• EXERCISE BRIEF
Report each line from the entries in which "Skogsstjärnegatan" can be found.

========================================

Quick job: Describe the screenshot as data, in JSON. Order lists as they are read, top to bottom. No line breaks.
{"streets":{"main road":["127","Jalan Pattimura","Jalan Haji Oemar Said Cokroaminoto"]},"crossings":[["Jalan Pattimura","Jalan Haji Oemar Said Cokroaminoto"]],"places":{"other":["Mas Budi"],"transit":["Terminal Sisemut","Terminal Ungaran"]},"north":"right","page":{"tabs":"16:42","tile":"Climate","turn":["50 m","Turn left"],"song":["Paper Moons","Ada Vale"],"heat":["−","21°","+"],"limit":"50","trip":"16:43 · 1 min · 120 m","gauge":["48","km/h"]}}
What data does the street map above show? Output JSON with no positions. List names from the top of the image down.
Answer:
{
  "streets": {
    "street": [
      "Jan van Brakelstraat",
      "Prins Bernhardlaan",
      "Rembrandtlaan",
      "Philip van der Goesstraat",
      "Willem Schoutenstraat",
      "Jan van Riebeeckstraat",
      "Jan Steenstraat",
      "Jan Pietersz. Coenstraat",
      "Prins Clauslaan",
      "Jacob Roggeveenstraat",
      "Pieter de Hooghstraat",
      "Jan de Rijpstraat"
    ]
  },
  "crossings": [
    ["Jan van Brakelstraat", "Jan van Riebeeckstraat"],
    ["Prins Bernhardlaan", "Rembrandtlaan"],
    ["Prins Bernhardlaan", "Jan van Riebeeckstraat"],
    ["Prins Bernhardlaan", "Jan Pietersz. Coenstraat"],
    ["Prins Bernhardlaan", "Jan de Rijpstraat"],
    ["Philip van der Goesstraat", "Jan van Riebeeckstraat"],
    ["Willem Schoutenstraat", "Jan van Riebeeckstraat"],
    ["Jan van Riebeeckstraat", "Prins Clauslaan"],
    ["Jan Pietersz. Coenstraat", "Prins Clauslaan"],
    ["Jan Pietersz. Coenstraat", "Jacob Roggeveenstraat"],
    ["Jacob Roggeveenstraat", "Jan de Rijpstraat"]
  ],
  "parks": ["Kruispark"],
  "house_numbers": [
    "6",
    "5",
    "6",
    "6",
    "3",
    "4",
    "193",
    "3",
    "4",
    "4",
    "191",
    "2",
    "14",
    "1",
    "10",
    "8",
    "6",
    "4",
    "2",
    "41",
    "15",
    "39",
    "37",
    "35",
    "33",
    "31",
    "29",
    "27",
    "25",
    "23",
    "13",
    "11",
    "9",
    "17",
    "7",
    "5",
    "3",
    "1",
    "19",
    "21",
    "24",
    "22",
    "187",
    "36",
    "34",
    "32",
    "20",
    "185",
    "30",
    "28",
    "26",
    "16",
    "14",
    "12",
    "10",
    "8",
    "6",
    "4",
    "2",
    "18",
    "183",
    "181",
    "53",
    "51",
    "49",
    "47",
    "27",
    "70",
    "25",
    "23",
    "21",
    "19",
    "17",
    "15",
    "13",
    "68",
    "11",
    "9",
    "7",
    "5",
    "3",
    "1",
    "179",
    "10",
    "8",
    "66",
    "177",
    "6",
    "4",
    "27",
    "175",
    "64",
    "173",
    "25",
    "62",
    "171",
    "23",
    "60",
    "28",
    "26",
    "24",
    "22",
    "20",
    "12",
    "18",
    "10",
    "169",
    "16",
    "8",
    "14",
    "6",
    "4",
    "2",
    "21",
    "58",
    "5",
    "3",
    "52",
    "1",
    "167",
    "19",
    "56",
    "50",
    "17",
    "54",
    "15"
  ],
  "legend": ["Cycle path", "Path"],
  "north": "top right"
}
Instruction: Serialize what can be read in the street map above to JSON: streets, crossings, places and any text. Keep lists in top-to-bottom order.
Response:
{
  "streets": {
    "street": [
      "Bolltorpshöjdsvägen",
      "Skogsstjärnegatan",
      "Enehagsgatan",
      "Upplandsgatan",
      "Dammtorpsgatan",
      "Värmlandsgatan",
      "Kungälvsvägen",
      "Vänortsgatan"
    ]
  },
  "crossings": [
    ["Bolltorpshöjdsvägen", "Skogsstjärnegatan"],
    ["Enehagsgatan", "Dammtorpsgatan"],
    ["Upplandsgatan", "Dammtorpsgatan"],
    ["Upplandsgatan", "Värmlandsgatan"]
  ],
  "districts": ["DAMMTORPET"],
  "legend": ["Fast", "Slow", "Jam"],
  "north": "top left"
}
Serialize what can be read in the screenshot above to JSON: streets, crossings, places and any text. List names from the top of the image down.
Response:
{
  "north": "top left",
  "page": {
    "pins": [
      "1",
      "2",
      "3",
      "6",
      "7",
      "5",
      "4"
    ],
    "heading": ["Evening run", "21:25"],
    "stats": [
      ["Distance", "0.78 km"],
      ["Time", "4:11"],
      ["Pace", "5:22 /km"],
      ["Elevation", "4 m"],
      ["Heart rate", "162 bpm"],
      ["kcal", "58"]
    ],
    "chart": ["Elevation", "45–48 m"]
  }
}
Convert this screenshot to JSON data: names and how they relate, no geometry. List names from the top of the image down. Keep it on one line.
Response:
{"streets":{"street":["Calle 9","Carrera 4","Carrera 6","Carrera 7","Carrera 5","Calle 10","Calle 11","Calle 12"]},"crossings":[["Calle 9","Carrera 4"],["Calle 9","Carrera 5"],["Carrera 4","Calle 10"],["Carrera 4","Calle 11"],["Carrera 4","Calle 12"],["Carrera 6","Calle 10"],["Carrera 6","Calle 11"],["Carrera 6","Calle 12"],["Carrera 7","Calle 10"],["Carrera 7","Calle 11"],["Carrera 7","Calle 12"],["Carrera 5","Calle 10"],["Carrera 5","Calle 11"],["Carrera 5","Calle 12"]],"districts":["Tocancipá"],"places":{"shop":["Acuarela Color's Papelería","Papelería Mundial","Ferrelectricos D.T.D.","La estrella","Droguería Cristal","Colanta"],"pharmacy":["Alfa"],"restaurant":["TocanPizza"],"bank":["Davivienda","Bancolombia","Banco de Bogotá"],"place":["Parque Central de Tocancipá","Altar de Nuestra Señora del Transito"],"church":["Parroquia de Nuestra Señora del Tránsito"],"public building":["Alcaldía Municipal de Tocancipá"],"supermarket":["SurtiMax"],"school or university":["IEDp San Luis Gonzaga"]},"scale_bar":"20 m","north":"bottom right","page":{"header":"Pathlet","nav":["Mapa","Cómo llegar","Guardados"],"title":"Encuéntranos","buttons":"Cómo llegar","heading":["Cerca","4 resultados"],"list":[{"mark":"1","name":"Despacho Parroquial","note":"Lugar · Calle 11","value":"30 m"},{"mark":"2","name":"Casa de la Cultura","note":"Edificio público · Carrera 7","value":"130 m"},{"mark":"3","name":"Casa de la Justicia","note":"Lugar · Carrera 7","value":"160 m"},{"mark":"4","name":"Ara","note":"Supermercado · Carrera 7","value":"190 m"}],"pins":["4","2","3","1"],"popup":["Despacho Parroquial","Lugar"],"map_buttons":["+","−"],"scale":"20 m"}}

========================================

• ANSWER FOR THIS EXERCISE
      "Skogsstjärnegatan",
    ["Bolltorpshöjdsvägen", "Skogsstjärnegatan"],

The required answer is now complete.